HCCI Intelligent Rapid Modeling by Artificial Neural Network and Genetic Algorithm

1Department of Mechanical Engineering, University of Colorado, Boulder, CO 80309-0427, USA
2Department of Mechanical Engineering, University of California, Berkeley, CA 94720-1740, USA
3Department of Aerospace Engineering, Sharif University of Technology, Tehran 8639-11365, Iran

Received 18 December 2011; Accepted 27 February 2012

Academic Editor: Constantine D. Rakopoulos

Copyright © 2012 AbdoulAhad Validi et al. This is an open access article distributed under the Creative Commons Attribution License, which permits unrestricted use, distribution, and reproduction in any medium, provided the original work is properly cited.

Abstract

A Dynamic model of Homogeneous Charge Compression Ignition (HCCI), based on chemical kinetics principles and artificial intelligence, is developed.

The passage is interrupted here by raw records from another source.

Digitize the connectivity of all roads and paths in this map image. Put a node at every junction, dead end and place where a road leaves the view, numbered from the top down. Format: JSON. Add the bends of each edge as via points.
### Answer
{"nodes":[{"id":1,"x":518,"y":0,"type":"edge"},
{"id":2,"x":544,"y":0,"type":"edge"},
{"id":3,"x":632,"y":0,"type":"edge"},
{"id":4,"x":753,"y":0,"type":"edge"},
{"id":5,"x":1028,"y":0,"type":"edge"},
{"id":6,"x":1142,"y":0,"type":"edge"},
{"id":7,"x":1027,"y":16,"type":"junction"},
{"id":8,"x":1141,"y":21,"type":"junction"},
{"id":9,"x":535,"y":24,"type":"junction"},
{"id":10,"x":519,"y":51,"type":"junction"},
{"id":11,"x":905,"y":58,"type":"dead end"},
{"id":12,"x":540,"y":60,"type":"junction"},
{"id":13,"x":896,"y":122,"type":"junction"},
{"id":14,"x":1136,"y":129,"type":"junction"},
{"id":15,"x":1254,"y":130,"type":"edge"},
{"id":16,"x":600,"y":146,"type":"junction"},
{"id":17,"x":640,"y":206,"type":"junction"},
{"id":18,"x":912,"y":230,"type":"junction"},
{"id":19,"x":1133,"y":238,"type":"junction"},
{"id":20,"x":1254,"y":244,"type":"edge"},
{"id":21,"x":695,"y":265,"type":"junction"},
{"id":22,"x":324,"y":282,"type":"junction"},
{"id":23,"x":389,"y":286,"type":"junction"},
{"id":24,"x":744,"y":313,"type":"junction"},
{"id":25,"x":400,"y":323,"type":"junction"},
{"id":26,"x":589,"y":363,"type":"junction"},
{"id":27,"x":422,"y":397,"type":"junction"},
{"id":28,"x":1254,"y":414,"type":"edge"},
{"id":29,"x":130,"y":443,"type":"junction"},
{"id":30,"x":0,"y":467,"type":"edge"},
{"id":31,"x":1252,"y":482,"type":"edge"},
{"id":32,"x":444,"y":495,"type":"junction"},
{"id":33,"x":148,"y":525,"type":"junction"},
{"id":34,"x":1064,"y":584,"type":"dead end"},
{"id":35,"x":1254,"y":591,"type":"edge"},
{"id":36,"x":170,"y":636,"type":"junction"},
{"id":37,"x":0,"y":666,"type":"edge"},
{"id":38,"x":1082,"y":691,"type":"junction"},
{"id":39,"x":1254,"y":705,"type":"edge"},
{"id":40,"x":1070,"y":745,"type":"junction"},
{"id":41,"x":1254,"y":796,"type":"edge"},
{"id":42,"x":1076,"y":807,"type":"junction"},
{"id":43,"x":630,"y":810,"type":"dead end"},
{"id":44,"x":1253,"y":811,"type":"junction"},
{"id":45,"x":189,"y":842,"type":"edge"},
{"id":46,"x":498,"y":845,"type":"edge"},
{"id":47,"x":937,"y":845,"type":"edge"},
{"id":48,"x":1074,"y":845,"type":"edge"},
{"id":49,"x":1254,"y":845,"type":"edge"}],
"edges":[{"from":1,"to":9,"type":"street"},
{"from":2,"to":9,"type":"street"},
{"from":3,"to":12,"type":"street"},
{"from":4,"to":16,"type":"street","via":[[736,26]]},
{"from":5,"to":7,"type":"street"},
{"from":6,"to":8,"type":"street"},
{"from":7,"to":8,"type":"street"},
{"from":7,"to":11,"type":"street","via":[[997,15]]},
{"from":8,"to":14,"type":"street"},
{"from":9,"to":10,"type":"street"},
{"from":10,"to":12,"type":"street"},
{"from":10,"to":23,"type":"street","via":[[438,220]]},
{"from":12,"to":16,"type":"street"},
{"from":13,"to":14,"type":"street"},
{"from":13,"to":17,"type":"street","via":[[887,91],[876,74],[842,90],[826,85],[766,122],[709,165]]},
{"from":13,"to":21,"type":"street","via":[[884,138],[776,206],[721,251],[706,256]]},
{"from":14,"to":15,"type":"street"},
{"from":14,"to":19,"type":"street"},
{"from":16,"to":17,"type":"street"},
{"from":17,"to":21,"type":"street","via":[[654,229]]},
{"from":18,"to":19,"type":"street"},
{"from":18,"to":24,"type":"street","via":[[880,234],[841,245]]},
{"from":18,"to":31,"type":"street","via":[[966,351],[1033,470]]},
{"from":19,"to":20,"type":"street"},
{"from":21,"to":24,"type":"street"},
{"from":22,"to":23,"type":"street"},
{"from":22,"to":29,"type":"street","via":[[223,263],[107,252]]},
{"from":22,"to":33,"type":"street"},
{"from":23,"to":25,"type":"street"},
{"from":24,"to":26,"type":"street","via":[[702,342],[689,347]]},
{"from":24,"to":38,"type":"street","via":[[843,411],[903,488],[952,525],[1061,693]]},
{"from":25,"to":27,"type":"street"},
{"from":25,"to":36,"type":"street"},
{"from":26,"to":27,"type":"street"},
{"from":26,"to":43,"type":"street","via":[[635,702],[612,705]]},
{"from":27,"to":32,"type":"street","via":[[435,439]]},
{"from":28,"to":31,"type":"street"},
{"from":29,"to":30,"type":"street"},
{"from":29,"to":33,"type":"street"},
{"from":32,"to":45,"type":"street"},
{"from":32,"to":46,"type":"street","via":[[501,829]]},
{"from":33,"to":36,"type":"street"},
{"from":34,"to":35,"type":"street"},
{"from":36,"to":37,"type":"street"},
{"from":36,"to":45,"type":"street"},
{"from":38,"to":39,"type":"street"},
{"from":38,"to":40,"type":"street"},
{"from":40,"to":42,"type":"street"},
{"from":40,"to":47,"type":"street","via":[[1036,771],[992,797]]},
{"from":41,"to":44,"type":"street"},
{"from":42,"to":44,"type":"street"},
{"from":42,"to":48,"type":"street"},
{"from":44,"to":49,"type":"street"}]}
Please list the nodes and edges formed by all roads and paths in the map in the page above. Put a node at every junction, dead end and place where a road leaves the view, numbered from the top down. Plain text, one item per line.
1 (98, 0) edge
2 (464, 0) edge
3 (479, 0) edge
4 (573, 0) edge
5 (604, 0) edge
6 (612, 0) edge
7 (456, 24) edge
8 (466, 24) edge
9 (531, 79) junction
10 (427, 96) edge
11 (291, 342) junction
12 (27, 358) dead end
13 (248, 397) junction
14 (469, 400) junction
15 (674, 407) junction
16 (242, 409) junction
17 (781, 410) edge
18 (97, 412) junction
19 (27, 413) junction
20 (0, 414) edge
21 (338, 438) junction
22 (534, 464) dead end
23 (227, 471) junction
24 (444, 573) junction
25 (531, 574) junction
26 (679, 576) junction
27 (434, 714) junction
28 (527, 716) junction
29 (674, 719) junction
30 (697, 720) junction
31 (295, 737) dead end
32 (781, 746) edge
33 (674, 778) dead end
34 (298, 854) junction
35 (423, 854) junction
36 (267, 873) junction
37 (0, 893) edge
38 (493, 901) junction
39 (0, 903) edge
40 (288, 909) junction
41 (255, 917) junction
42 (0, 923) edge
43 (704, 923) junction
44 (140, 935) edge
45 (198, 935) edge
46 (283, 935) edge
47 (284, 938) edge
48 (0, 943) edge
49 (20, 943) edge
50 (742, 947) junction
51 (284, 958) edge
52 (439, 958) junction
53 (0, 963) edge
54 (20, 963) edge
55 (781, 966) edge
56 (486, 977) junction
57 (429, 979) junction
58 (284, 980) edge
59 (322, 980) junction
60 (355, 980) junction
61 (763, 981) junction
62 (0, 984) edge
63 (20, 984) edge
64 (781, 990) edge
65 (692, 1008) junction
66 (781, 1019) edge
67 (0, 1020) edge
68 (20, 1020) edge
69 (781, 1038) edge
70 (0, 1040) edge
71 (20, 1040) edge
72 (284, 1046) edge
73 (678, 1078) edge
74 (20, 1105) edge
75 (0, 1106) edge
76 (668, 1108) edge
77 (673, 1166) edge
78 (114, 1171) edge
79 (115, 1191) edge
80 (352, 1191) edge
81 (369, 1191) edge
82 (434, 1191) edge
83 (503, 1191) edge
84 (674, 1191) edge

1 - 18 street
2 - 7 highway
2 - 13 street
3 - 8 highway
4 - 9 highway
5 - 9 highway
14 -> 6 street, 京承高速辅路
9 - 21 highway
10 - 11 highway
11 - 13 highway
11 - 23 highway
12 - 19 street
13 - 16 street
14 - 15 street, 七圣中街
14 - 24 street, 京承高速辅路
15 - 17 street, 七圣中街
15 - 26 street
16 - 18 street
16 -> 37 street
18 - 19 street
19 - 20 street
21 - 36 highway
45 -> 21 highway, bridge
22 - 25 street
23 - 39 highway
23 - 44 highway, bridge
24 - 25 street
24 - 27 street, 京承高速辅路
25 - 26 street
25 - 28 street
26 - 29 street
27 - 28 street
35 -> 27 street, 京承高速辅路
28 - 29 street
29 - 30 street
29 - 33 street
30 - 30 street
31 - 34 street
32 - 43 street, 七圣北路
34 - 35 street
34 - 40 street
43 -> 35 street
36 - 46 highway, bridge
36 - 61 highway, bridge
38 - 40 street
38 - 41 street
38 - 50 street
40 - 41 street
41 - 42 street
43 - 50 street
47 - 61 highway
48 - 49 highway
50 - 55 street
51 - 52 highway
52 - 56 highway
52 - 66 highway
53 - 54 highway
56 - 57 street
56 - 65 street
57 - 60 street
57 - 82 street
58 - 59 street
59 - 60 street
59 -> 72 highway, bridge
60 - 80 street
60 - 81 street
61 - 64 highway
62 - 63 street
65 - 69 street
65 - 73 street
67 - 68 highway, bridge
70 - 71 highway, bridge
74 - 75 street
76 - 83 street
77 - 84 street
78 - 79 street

The model can rapidly predict the combustion probability, thermochemistry properties, and exact timing of the Start of Combustion (SOC). A realization function is developed on the basis of the Sandia National Laboratory chemical kinetics model, and GRI3.0 methane chemical mechanism. The inlet conditions are optimized by Genetic Algorithm (GA), so that combustion initiates and SOC timing posits in the desired crank angle. The best SOC timing to achieve higher performance and efficiency in HCCI engines is between 5 and 15 degrees crank angle (CAD) after top dead center (TDC). To achieve this SOC timing, in the first case, the inlet temperature and equivalence ratio are optimized simultaneously and in the second case, compression ratio is optimized by GA. The model’s results are validated with previous works. The SOC timing can be predicted in less than 0.01 second and the CPU time savings are encouraging. This model can successfully be used for real engine control applications.